The large majority of tourists continues to be Czechs, with foreign guests making up less than 10 percent of all visitors. Temelín, reviled by most Austrians, nevertheless drew a spate of curious doubters from across the border, with one-quarter of its foreign visitors coming from Austria.
Many of these visitors come from high schools like the Higher Technical Institute in Hollabrunn, an Austrian town some 20 kilometers from the Czech border. The school has repeatedly brought its students to Temelín and Dukovany.
“The trips to nuclear power plants are popular, because [the plants] are fiercely debated and there are a lot of different opinions about them,” said Reinhard Forster, a teacher at Hollabrunn. Visits to the plants give his students a chance to form their own opinions on nuclear energy, he added.
ČEZ’s nuclear tourism is ahead of the rest of the country’s industrial sites and has been embraced by local tourism.
“It’s a modern trend for large companies in advanced countries to promote their production sites,” said Tomio Okamura of the Association of Czech Tour Operators and Travel Agencies (AČCKA).
By luring tourists to its nuclear plants, ČEZ is pursuing a smart public relations strategy, promoting the company while mitigating the fears of Austrians, Okamura said.
On the other hand, Jihočeské matky, a Czech anti-nuclear organization, has pointed out what it sees as the detrimental effects Temelín has on tourism.
“For some people, Temelín might be an attractive tourist destination because it is a hotly discussed object, something mysterious and dangerous,” said Jaroslava Brožová of Jihočeské matky.
“Overall, however, the plant has ruined the landscape and tourist potential in the area,” she said, adding that the ČEZ station harms local farmers, who are having a hard time selling their products.
Nuclear schooling
According to Sviták, Temelín’s record tourist season is a result of promotional campaigns that started three years ago, made in cooperation with the Tourist Authority of South Bohemia, which agreed to promote the plant at 13 of its tourist information centers throughout the region.
Beyond that campaign, Temelín’s traffic has been spurred by the heightened interest in nuclear energy sweeping the whole of Europe, Sviták said.
ČEZ plans to continue developing its tourist program, opening for the first time in January a separate exhibition stand at a travel trade fair in Brno, south Moravia, to promote tourism around the Dukovany plant. At the same fair, Temelín was represented at the South Bohemia stand. In addition to nuclear plants, both stalls wooed people to the company’s 11 coal-fired power plants and six hydroelectric plants.

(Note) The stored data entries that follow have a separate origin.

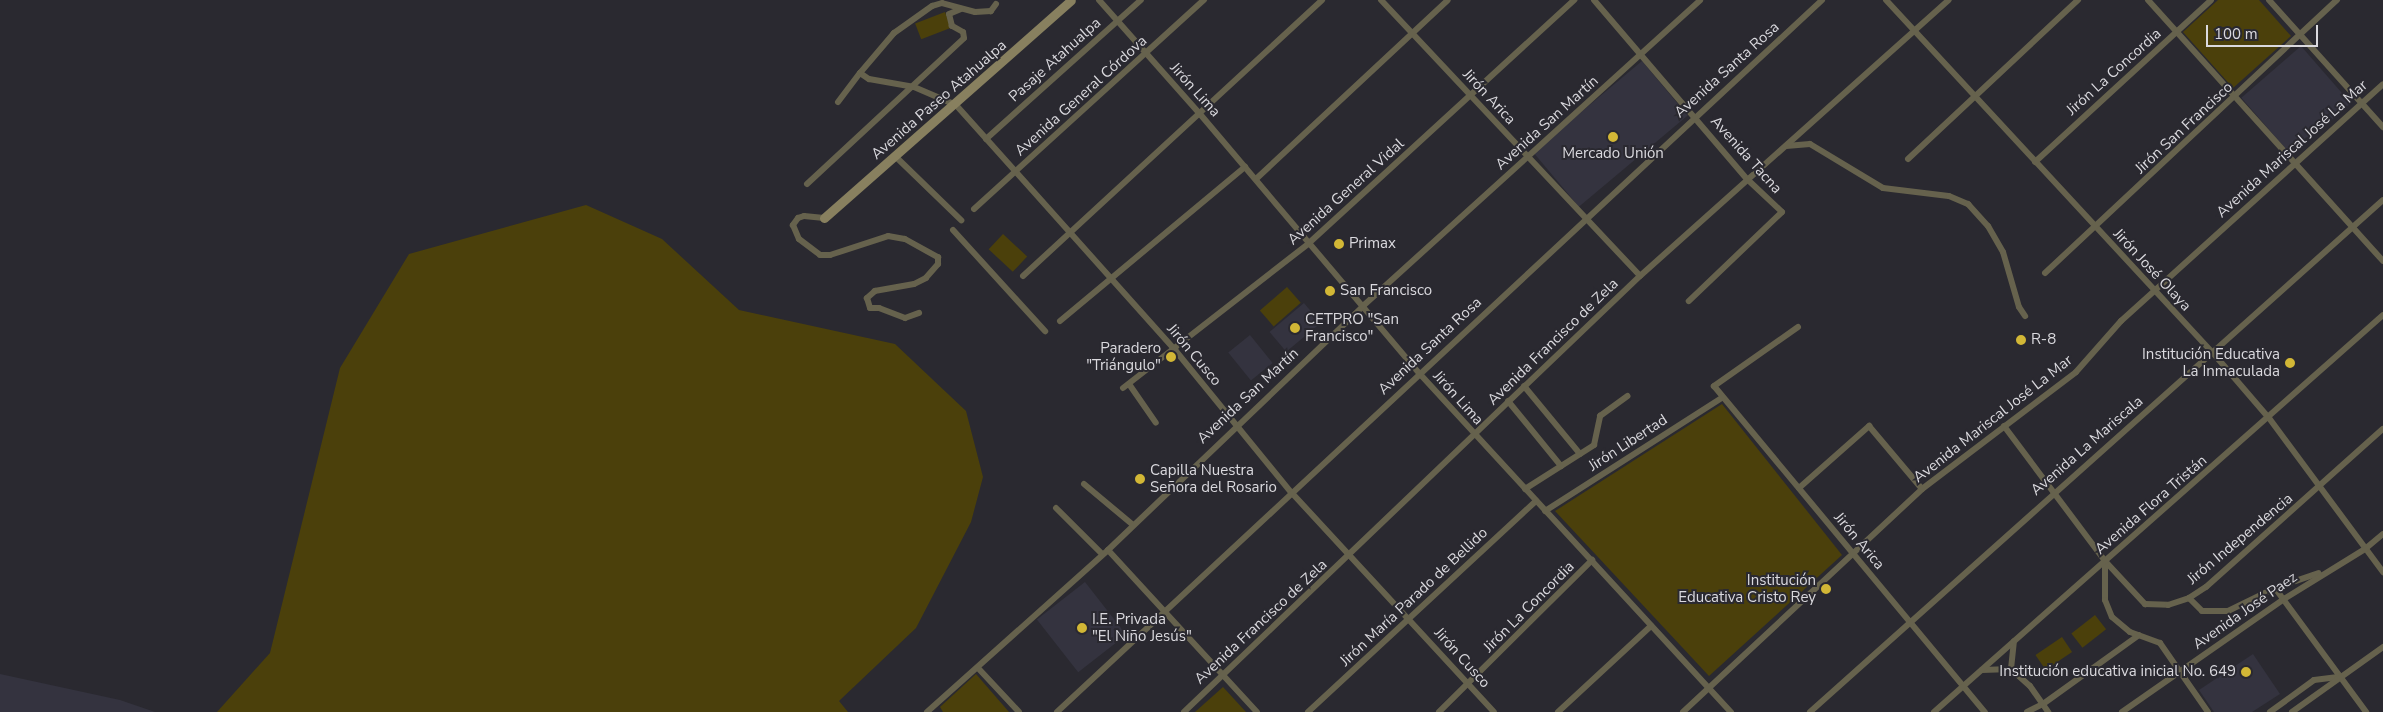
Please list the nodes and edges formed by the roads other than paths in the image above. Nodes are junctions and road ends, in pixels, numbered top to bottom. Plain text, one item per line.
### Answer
1 (1071, 0) edge
2 (1099, 0) edge
3 (1141, 0) edge
4 (1204, 0) edge
5 (1322, 0) edge
6 (1381, 0) edge
7 (1448, 0) edge
8 (1574, 0) edge
9 (1594, 0) edge
10 (1700, 0) edge
11 (1822, 0) edge
12 (1886, 0) edge
13 (1949, 0) edge
14 (2078, 0) edge
15 (2148, 0) edge
16 (2211, 0) edge
17 (2269, 0) edge
18 (2337, 0) edge
19 (996, 4) dead end
20 (962, 8) junction
21 (1117, 22) junction
22 (1914, 31) junction
23 (2176, 32) junction
24 (1412, 33) junction
25 (2301, 35) junction
26 (1146, 54) junction
27 (1641, 54) junction
28 (860, 73) junction
29 (2383, 84) edge
30 (914, 87) junction
31 (1470, 96) junction
32 (1975, 97) junction
33 (2236, 97) junction
34 (838, 102) dead end
35 (2361, 103) junction
36 (956, 105) junction
37 (1200, 114) junction
38 (1695, 117) junction
39 (2383, 127) edge
40 (986, 138) junction
41 (1785, 146) junction
42 (896, 156) junction
43 (1528, 157) junction
44 (1908, 159) dead end
45 (2035, 162) junction
46 (2296, 164) junction
47 (1245, 167) junction
48 (1016, 172) junction
49 (1256, 179) junction
50 (1747, 179) junction
51 (807, 184) dead end
52 (2383, 200) edge
53 (974, 209) dead end
54 (824, 218) joint
55 (1585, 218) junction
56 (961, 220) dead end
57 (2095, 227) junction
58 (2352, 228) junction
59 (953, 230) dead end
60 (1071, 232) junction
61 (1310, 243) junction
62 (2383, 261) edge
63 (2046, 273) dead end
64 (1023, 276) dead end
65 (1640, 276) junction
66 (1112, 279) junction
67 (2155, 291) junction
68 (1689, 301) dead end
69 (1363, 306) junction
70 (919, 313) dead end
71 (2383, 315) edge
72 (2025, 316) dead end
73 (1060, 320) dead end
74 (1798, 327) dead end
75 (1045, 332) dead end
76 (1175, 350) junction
77 (2213, 352) junction
78 (1419, 373) junction
79 (1129, 384) junction
80 (1524, 386) junction
81 (1123, 388) dead end
82 (1628, 396) dead end
83 (1723, 397) junction
84 (1508, 401) junction
85 (2269, 418) junction
86 (1156, 423) dead end
87 (1235, 425) junction
88 (2004, 426) junction
89 (2383, 428) edge
90 (1475, 434) junction
91 (1580, 454) junction
92 (1561, 466) junction
93 (1084, 484) dead end
94 (1799, 488) junction
95 (2319, 488) junction
96 (1525, 489) junction
97 (1922, 489) junction
98 (1292, 492) junction
99 (2054, 492) junction
100 (1536, 501) junction
101 (1056, 508) dead end
102 (1545, 511) junction
103 (1133, 525) junction
104 (2383, 534) edge
105 (2365, 549) junction
106 (1105, 552) junction
107 (1854, 554) junction
108 (1349, 556) junction
109 (1592, 560) junction
110 (2105, 561) junction
111 (2325, 572) junction
112 (2383, 572) edge
113 (2275, 588) junction
114 (2189, 598) junction
115 (2284, 599) junction
116 (1166, 613) junction
117 (1408, 618) junction
118 (1909, 621) junction
119 (1651, 626) junction
120 (2139, 635) junction
121 (2014, 640) junction
122 (2382, 647) edge
123 (978, 668) junction
124 (2011, 669) junction
125 (1981, 670) junction
126 (2180, 671) junction
127 (1223, 676) junction
128 (2341, 677) junction
129 (1469, 685) junction
130 (1963, 685) junction
131 (1709, 688) junction
132 (2043, 704) junction
133 (931, 711) edge
134 (1019, 712) edge
135 (1057, 712) edge
136 (1184, 712) edge
137 (1257, 712) edge
138 (1308, 712) edge
139 (1439, 712) edge
140 (1494, 712) edge
141 (1559, 712) edge
142 (1683, 712) edge
143 (1731, 712) edge
144 (1810, 712) edge
145 (1934, 712) edge
146 (1985, 712) edge
147 (2027, 712) edge
148 (2048, 712) edge
149 (2122, 712) edge
150 (2208, 712) edge
151 (2270, 712) edge
152 (2292, 712) edge
153 (2366, 712) edge

1 - 36 street, Avenida Paseo Atahualpa
2 - 21 street, Jirón Lima
3 - 21 street, Pasaje Atahualpa
4 - 26 street, Avenida General Córdova
5 - 37 street
6 - 24 street, Jirón Arica
7 - 24 street
8 - 31 street, Avenida General Vidal
9 - 27 street, Avenida Tacna
10 - 27 street, Avenida San Martín
11 - 38 street, Avenida Santa Rosa
12 - 22 street, Jirón José Olaya
13 - 22 street, Avenida Francisco de Zela
14 - 32 street
15 - 23 street
16 - 23 street, Jirón La Concordia
17 - 25 street
18 - 25 street, Jirón San Francisco
19 - 20 street
20 - 28 street
20 - 30 street
21 - 26 street, Jirón Lima
21 - 40 street, Pasaje Atahualpa
22 - 32 street, Jirón José Olaya
22 - 41 street, Avenida Francisco de Zela
23 - 33 street
23 - 45 street, Jirón La Concordia
24 - 31 street, Jirón Arica
24 - 49 street
25 - 33 street, Jirón San Francisco
25 - 35 street
26 - 37 street, Jirón Lima
26 - 48 street, Avenida General Córdova
27 - 38 street, Avenida Tacna
27 - 43 street, Avenida San Martín
28 - 30 street, Jirón Cusco
28 - 34 street
29 - 35 street, Avenida Mariscal José La Mar
30 - 36 street, Jirón Cusco
30 - 51 street
31 - 43 street, Jirón Arica
31 - 61 street, Avenida General Vidal
32 - 44 street
32 - 45 street, Jirón José Olaya
33 - 46 street
33 - 57 street, Jirón San Francisco
35 - 39 street
35 - 46 street, Avenida Mariscal José La Mar
36 - 40 street, Jirón Cusco
36 - 42 street, Avenida Paseo Atahualpa
37 - 47 street, Jirón Lima
37 - 60 street
38 - 50 street, Avenida Tacna
38 - 55 street, Avenida Santa Rosa
40 - 48 street, Jirón Cusco
41 - 50 street, Avenida Francisco de Zela
41 - 72 street
42 - 54 street, Avenida Paseo Atahualpa
42 - 56 street
43 - 55 street, Jirón Arica
43 - 69 street, Avenida San Martín
45 - 57 street, Jirón José Olaya
46 - 58 street
46 - 67 street, Avenida Mariscal José La Mar
47 - 49 street, Jirón Lima
47 - 66 street
48 - 53 street, Avenida General Córdova
48 - 60 street, Jirón Cusco
49 - 61 street, Jirón Lima
50 - 65 street, Avenida Francisco de Zela
50 - 68 street, Avenida Tacna
52 - 58 street, Avenida La Mariscala
54 - 70 street
55 - 65 street, Jirón Arica
55 - 78 street, Avenida Santa Rosa
57 - 63 street, Jirón San Francisco
57 - 67 street, Jirón José Olaya
58 - 62 street
58 - 77 street, Avenida La Mariscala
59 - 75 street
60 - 64 street
60 - 66 street, Jirón Cusco
61 - 69 street, Jirón Lima
61 - 76 street, Avenida General Vidal
65 - 80 street, Avenida Francisco de Zela
66 - 73 street
66 - 76 street, Jirón Cusco
67 - 77 street, Jirón José Olaya
67 - 88 street, Avenida Mariscal José La Mar
69 - 78 street, Jirón Lima
69 - 87 street, Avenida San Martín
71 - 85 street, Avenida Flora Tristán
74 - 83 street, Jirón Arica
76 - 79 street, Avenida General Vidal
76 - 87 street, Jirón Cusco
77 - 85 street, Jirón José Olaya
77 - 99 street, Avenida La Mariscala
78 - 90 street, Jirón Lima
78 - 98 street, Avenida Santa Rosa
79 - 81 street, Avenida General Vidal
79 - 86 street
80 - 84 street, Avenida Francisco de Zela
80 - 91 street
82 - 91 street
83 - 94 street, Jirón Arica
83 - 102 street, Jirón Libertad
84 - 90 street, Avenida Francisco de Zela
84 - 92 street
85 - 95 street, Jirón José Olaya
85 - 110 street, Avenida Flora Tristán
87 - 98 street, Jirón Cusco
87 - 103 street, Avenida San Martín
88 - 97 street, Avenida Mariscal José La Mar
88 - 99 street, Jirón Independencia
89 - 95 street, Jirón Independencia
90 - 96 street, Jirón Lima
90 - 108 street, Avenida Francisco de Zela
91 - 92 street
92 - 96 street
93 - 103 street
94 - 97 street
94 - 107 street, Jirón Arica
95 - 105 street, Jirón José Olaya
95 - 114 street, Jirón Independencia
96 - 100 street, Jirón Lima
97 - 107 street, Avenida Mariscal José La Mar
98 - 108 street, Jirón Cusco
98 - 116 street, Avenida Santa Rosa
99 - 110 street, Jirón Independencia
99 - 118 street, Avenida La Mariscala
100 - 102 street, Jirón Lima
100 - 117 street, Jirón María Parado de Bellido
101 - 106 street
102 - 109 street, Jirón Lima
103 - 106 street, Avenida San Martín
104 - 105 street, Avenida José Paez
105 - 111 street, Avenida José Paez
105 - 112 street, Jirón José Olaya
106 - 116 street
106 - 123 street, Avenida San Martín
107 - 118 street, Jirón Arica
107 - 131 street, Avenida Mariscal José La Mar
108 - 117 street, Jirón Cusco
108 - 127 street, Avenida Francisco de Zela
109 - 119 street, Jirón Lima
109 - 129 street, Jirón La Concordia
110 - 114 street, Jirón Independencia
110 - 120 street
110 - 121 street, Avenida Flora Tristán
111 - 113 street
111 - 115 street, Avenida José Paez
113 - 114 street
113 - 115 street
115 - 126 street, Avenida José Paez
115 - 128 street
116 - 127 street
116 - 135 street, Avenida Santa Rosa
117 - 129 street, Jirón Cusco
117 - 138 street, Jirón María Parado de Bellido
118 - 130 street, Jirón Arica
118 - 144 street, Avenida La Mariscala
119 - 131 street, Jirón Lima
119 - 141 street
120 - 126 street
120 - 132 street
121 - 124 street
121 - 125 street, Avenida Flora Tristán
122 - 128 street
123 - 133 street, Avenida San Martín
123 - 134 street
124 - 125 street
124 - 132 street
125 - 130 street, Avenida Flora Tristán
126 - 149 street, Avenida José Paez
126 - 150 street
127 - 136 street, Avenida Francisco de Zela
127 - 137 street
128 - 151 street
128 - 152 street
128 - 153 street
129 - 139 street, Jirón La Concordia
129 - 140 street, Jirón Cusco
130 - 145 street, Avenida Flora Tristán
130 - 146 street, Jirón Arica
131 - 142 street, Avenida Mariscal José La Mar
131 - 143 street, Jirón Lima
132 - 147 street
132 - 148 street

Although AČCKA’s Okamura considers industrial tourism a marginal segment of the country’s tourist offerings, he would like to see more industrial sites opened to the public. For example, the open-pit mines in north Bohemia could be easily turned into tourist attractions, putting the region on the tourism map.
“I myself would like to climb into the huge excavators used in north Bohemian mines,” he said.

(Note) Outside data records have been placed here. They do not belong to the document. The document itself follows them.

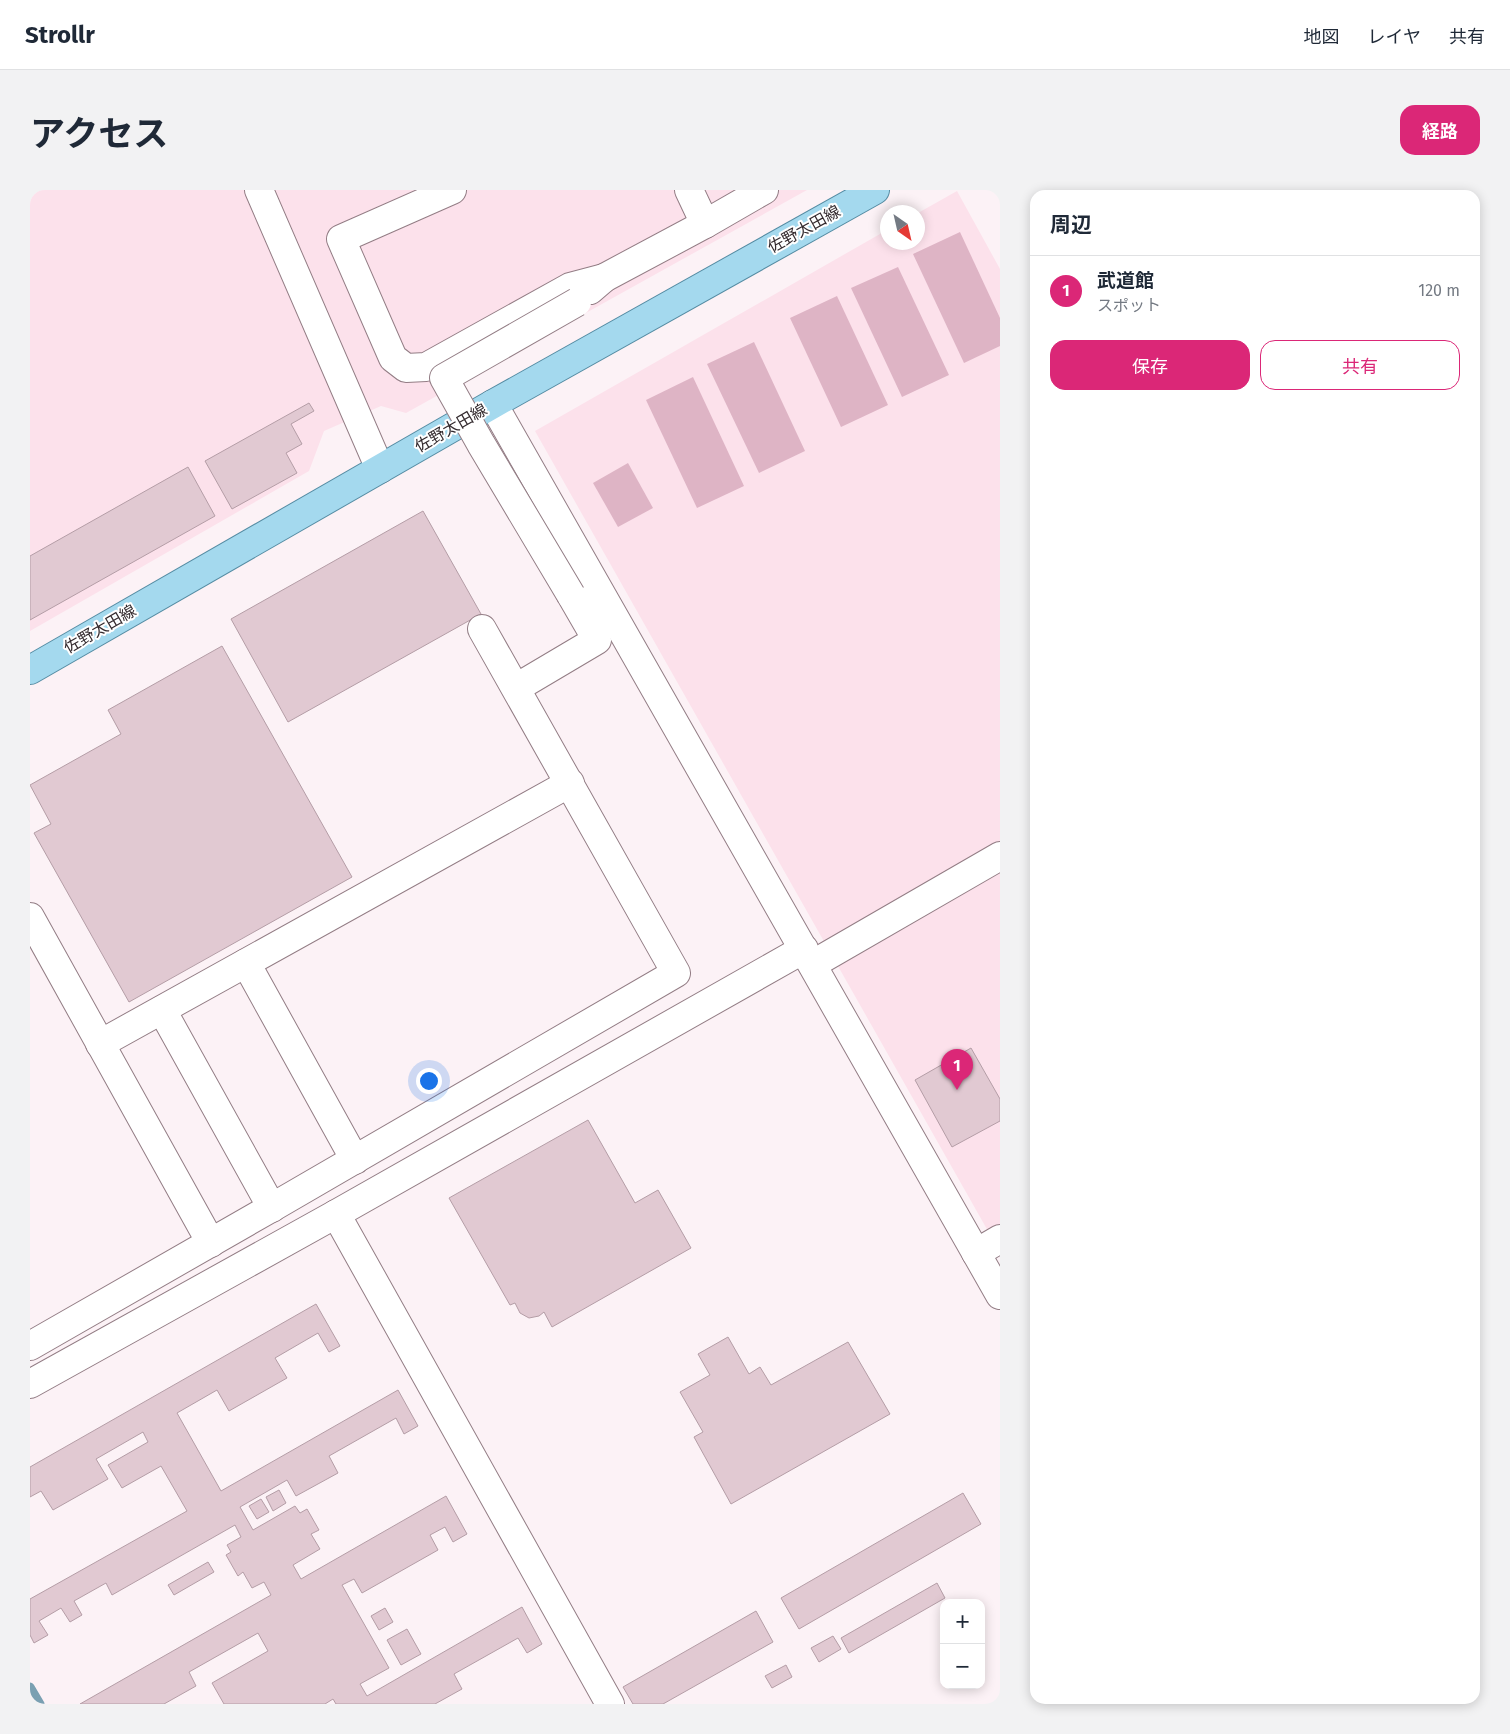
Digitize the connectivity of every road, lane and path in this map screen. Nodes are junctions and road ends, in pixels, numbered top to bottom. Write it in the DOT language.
graph roads {
  1 [pos="259,190"];
  2 [pos="452,190"];
  3 [pos="689,190"];
  4 [pos="764,190"];
  5 [pos="875,190"];
  6 [pos="705,224"];
  7 [pos="604,278"];
  8 [pos="494,404"];
  9 [pos="380,469"];
  10 [pos="482,629"];
  11 [pos="30,670"];
  12 [pos="516,688"];
  13 [pos="570,783"];
  14 [pos="1000,856"];
  15 [pos="30,917"];
  16 [pos="808,956"];
  17 [pos="246,963"];
  18 [pos="162,1010"];
  19 [pos="100,1044"];
  20 [pos="355,1160"];
  21 [pos="272,1208"];
  22 [pos="336,1214"];
  23 [pos="1000,1239"];
  24 [pos="211,1243"];
  25 [pos="976,1253"];
  26 [pos="1000,1295"];
  27 [pos="30,1346"];
  28 [pos="30,1384"];
  29 [pos="610,1704"];
  1 -- 9 [label="street"];
  2 -- 7 [label="street"];
  3 -- 6 [label="street"];
  4 -- 6 [label="street"];
  5 -- 8 [label="main road, 佐野太田線"];
  6 -- 7 [label="street"];
  7 -- 12 [label="street, bridge"];
  8 -- 9 [label="main road, 佐野太田線"];
  8 -- 16 [label="street"];
  9 -- 11 [label="main road, 佐野太田線"];
  10 -- 12 [label="street"];
  12 -- 13 [label="street"];
  13 -- 17 [label="street"];
  13 -- 20 [label="street"];
  14 -- 16 [label="street"];
  15 -- 19 [label="street"];
  16 -- 22 [label="street"];
  16 -- 25 [label="street"];
  17 -- 18 [label="street"];
  17 -- 20 [label="street"];
  18 -- 19 [label="street"];
  18 -- 21 [label="street"];
  19 -- 24 [label="street"];
  20 -- 21 [label="street"];
  21 -- 24 [label="street"];
  22 -- 28 [label="street"];
  22 -- 29 [label="street"];
  23 -- 25 [label="street"];
  24 -- 27 [label="street"];
  25 -- 26 [label="street"];
}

Like tourism in the Czech Republic in general, industrial tourism has been dampened by the underdeveloped tourist infrastructure that exists virtually everywhere outside Prague, Okamura added.
The advantage nuclear plants have over their industrial neighbors is that they can be exploited for educational tours and are thus attractive for schools. Students are the most frequent visitors to the plants and without their excursions, the visitor rate at both Temelín and Dukovany would wither by more than a half.
The travel operators organizing trips to Temelín are well aware of their target market.
“We focus on tours for Czech school groups,” said Petr Havel, head of the travel agency Pangea, which brought some 350 students to Temelín last year.
Although the Temelín plant recorded a 25 percent increase in individual visitors in 2007, Havel doesn’t consider the time ripe for expanding his tour packages to other customers. “For the time being,” he said, “I’ll continue to target my traditional customers — Czech schools.”